Apple Pie ~ The Cocktail
½ oz fresh lemon juice
1.5oz Caskwerks Distilling Apple Pie Liquor
½ oz Bourbon
½ oz Cinnamon syrup
2 dashes AZ Bitters Lab’s Figgy Pudding Bitters
Shake/strain into a martini glass
Grate cinnamon on top for garnish
Oddly enough we opened the show talking with Chef Lance Whipple about all his pumpkin creations recently and to our surprise, and delight, Chef Joey brought this gorgeously, perfect segue! All things Fall!! Enjoy
Roasted Pumpkin Soup
• 1 medium pumpkin peeled, seeded, large diced
• Olive oil
• 1 onion diced
• 2 carrots diced
• 1 cinnamon stick
• 1 teaspoon fresh ground nutmeg
• 1 ” piece fresh ginger, grated
• 2 tablespoons dark brown sugar
• 2 tablespoons maple syrup
• 1 12 ounce can coconut milk
Salt and black pepper TT
Toss the pumpkin in olive oil, salt and pepper and place on a sheet pan. Roast in a 375 degree oven until brown and tender.

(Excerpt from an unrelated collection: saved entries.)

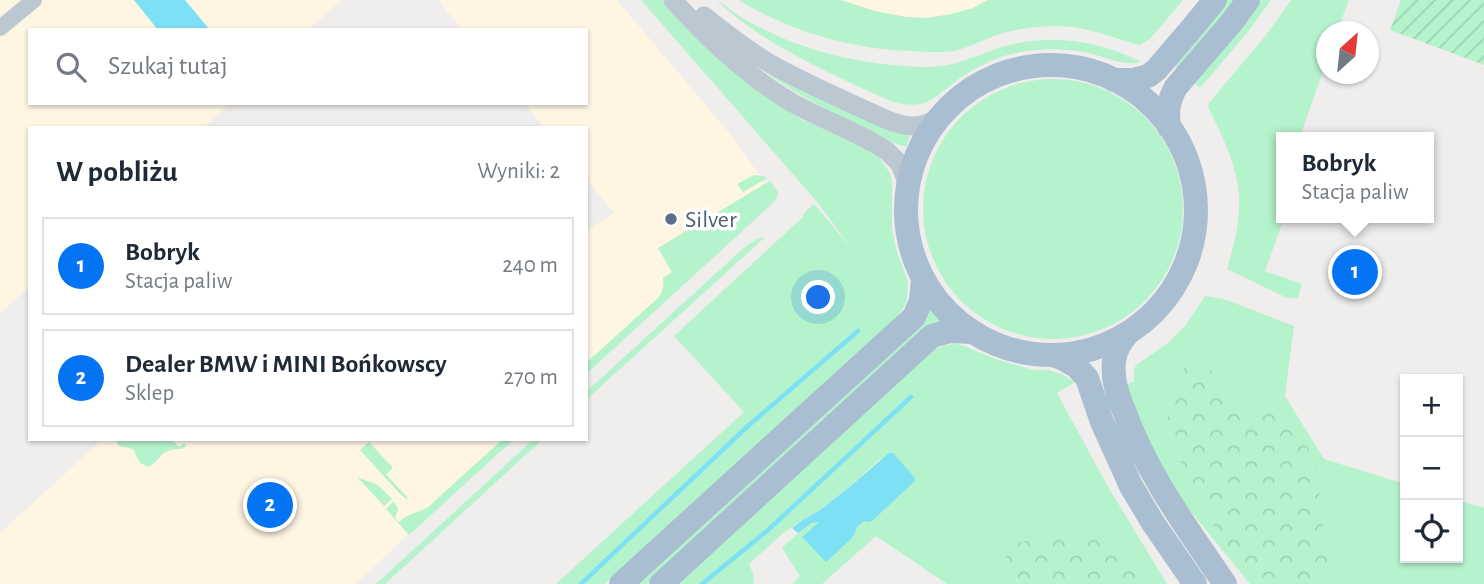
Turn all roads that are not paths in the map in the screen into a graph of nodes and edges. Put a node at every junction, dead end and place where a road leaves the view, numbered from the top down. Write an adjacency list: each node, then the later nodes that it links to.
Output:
1 (33, 0): 6 (street)
2 (673, 0): 10 (street)
3 (687, 0): 8 (street)
4 (1215, 0): 7 (main road)
5 (1248, 0): 9 (main road)
6 (0, 28)
7 (1114, 80): 8 (main road); 9 (main road)
8 (941, 116): 10 (main road)
9 (1169, 127): 13 (main road)
10 (908, 185): 11 (main road)
11 (923, 279): 12 (main road); 15 (main road)
12 (972, 332): 14 (main road); 16 (main road)
13 (1128, 333): 14 (main road); 18 (main road)
14 (1053, 355): 17 (main road)
15 (621, 584)
16 (661, 584)
17 (1195, 584)
18 (1225, 584)

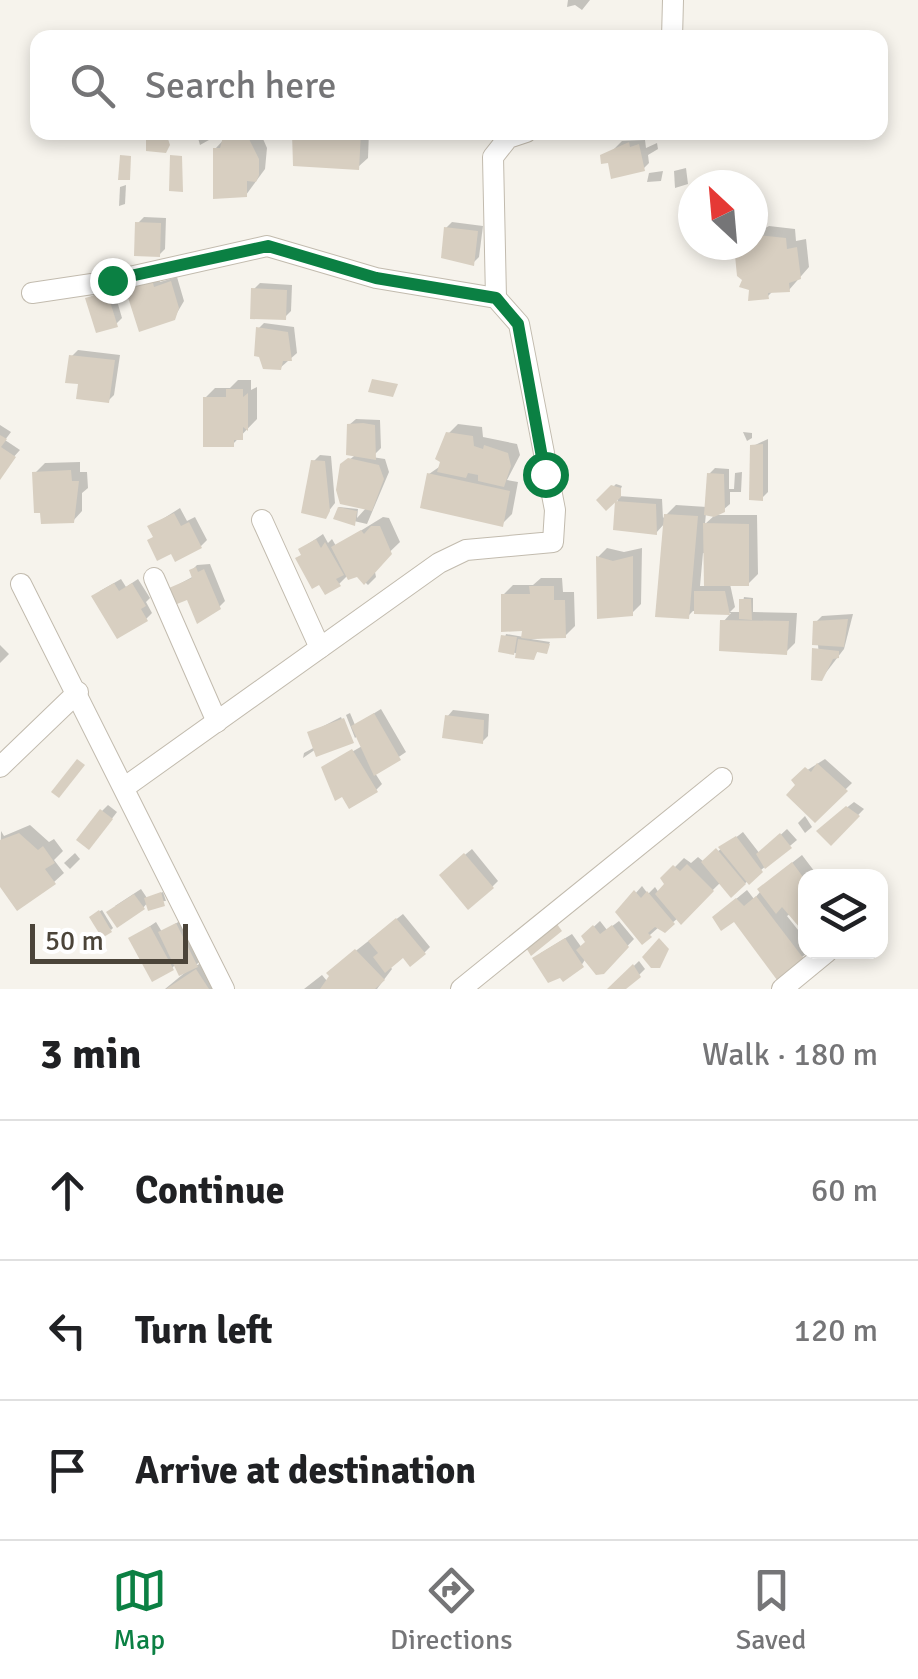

In a medium soup pot sweat the onions and carrot over medium high heat in a little olive oil and season with salt and pepper. Add the roasted pumpkin, cinnamon stick, nutmeg and ginger and cook another minute. Add the brown sugar and maple syrup and cook for another minute. Cover with water and simmer for an hour. Add coconut milk and simmer for 30 minutes. Puree all ingredients in a blender and adjust soup consistency by adding water if needed. Taste and adjust seasoning by adding salt or pepper if needed.
Serve in a bowl. Some suggested garnishes are crispy bacon bits, toasted pumpkin seeds and fried sage leaves.